Facebook Hoax - "Do Not Accept Friend Request from a Christopher Davies and Jessica Davies"
Apr 27, 2015
Jul 3, 2013
This Facebook post: "Do Not Accept A Friend Request From A Christopher Davies and Jessica Davies," is another hoax created by pranksters. It claims that both Christopher Davies and Jessica Davies are hackers and both can hack your computer, if they can obtain your computer's ID and address. And, they (the hackers) can obtain your computer's ID and address if you or one of your friends accept a friend request from them.
Please continue reading below.
The Facebook Hoax
DO NOT ACCEPT A FRIEND REQUEST FROM CHRISTOPHER DAVIES OR JESSICA DAVIES THEY ARE HACKERS....PLEASE TELL EVERYONE ON YOUR LIST BECAUSE IF SOMEONE ON YOUR LIST ADDS THEM THEY WILL BE ON YOUR LIST TOO....HE WILL FIGURE OUT YOUR COMPUTER IP AND ADDRESS...SO PLEASE COPY AND PASTE THIS MESSAGE TO EVERYONE, EVEN IF YOU DON......T ......CARE FOR THEM , CAUSE IF HE HACKS THEM , HE HACKS YOU
Obviously, the person who started the hoax does not know much computer hacking, nothing about computer hacking, or did this for the fun of it.
Currently, it is not possible to obtain your computer's ID and address by accepting a Facebook friend request. The computer ID and address the hoax is referring to is your computer name and Internet Protocol (IP) address.

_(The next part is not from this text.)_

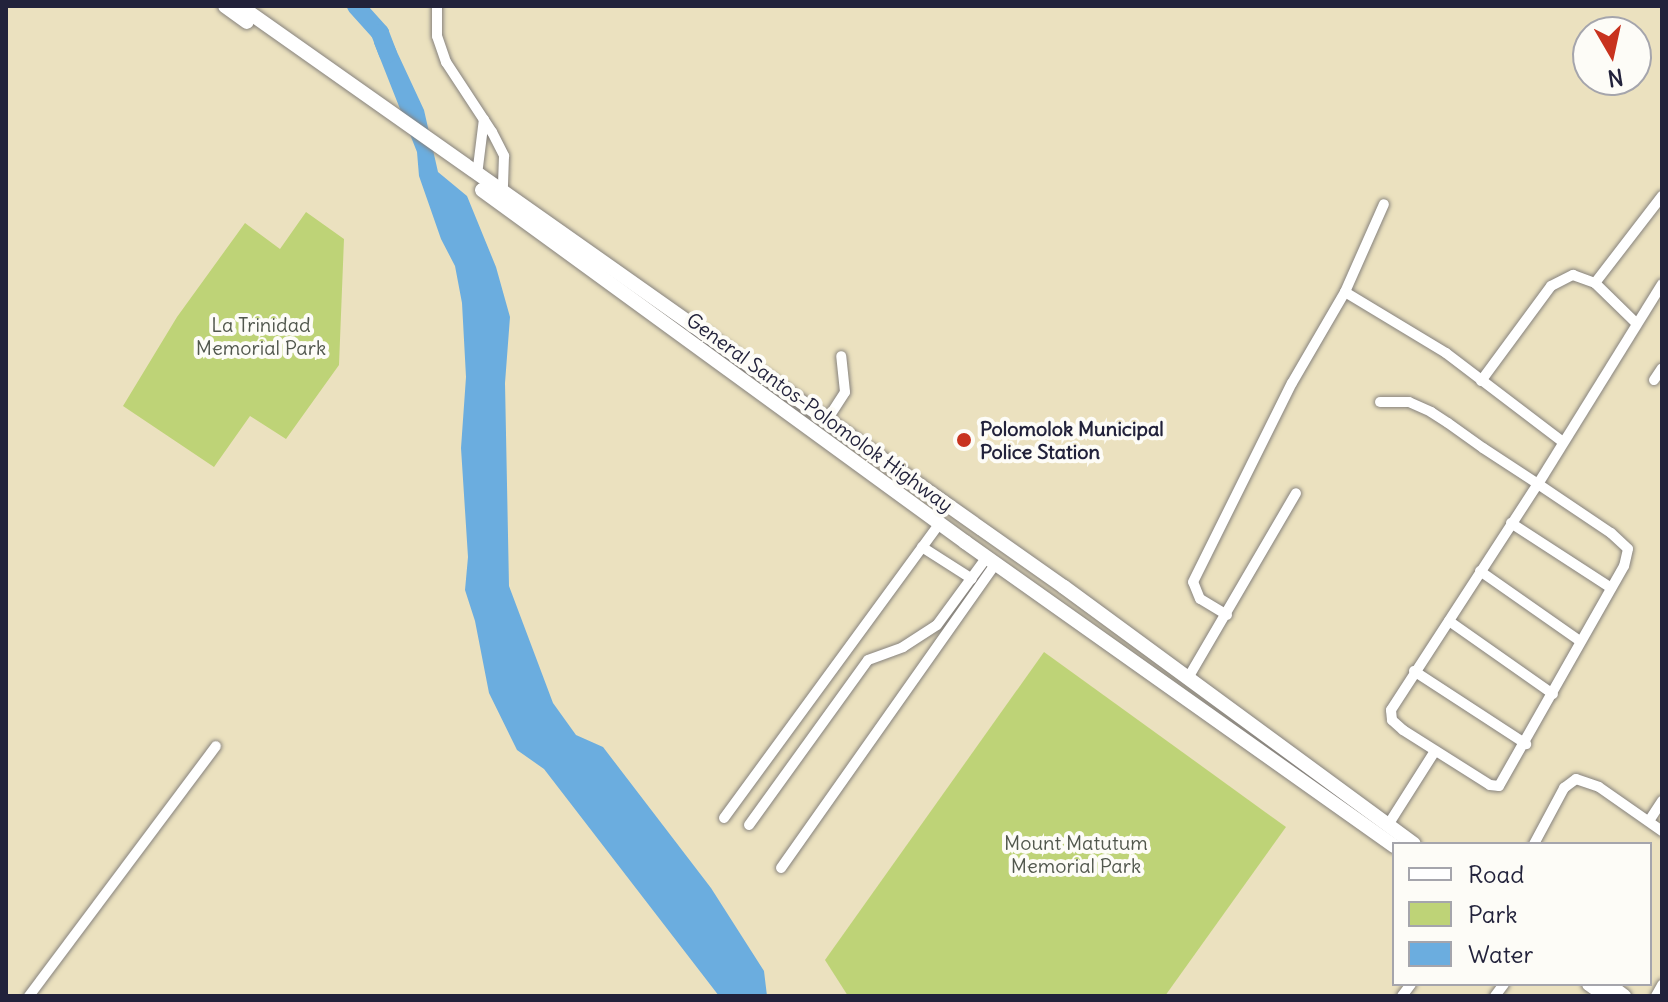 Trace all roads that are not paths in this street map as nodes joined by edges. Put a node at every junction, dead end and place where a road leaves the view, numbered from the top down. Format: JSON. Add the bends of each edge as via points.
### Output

An IP address is a number that is assigned to every computer or device that goes on the internet. This number is used to locate a computer or device on the internet, so other computers or devices can connect to it. It is like a telephone number. Every connected telephone has a number, so if you need to reach someone on his/her telephone; you just dial that person’s number.
Already, approximately 185,087 Facebook users have shared this hoax. This means that millions of Facebook users have seen this hoax.
Do not share, "like", comment on this Facebook hoax, if it is posted on your Facebook Wall or Timeline.instead, use the Facebook "Report Story or Spam" option to help Facebook stop this hoax from spreading to other users.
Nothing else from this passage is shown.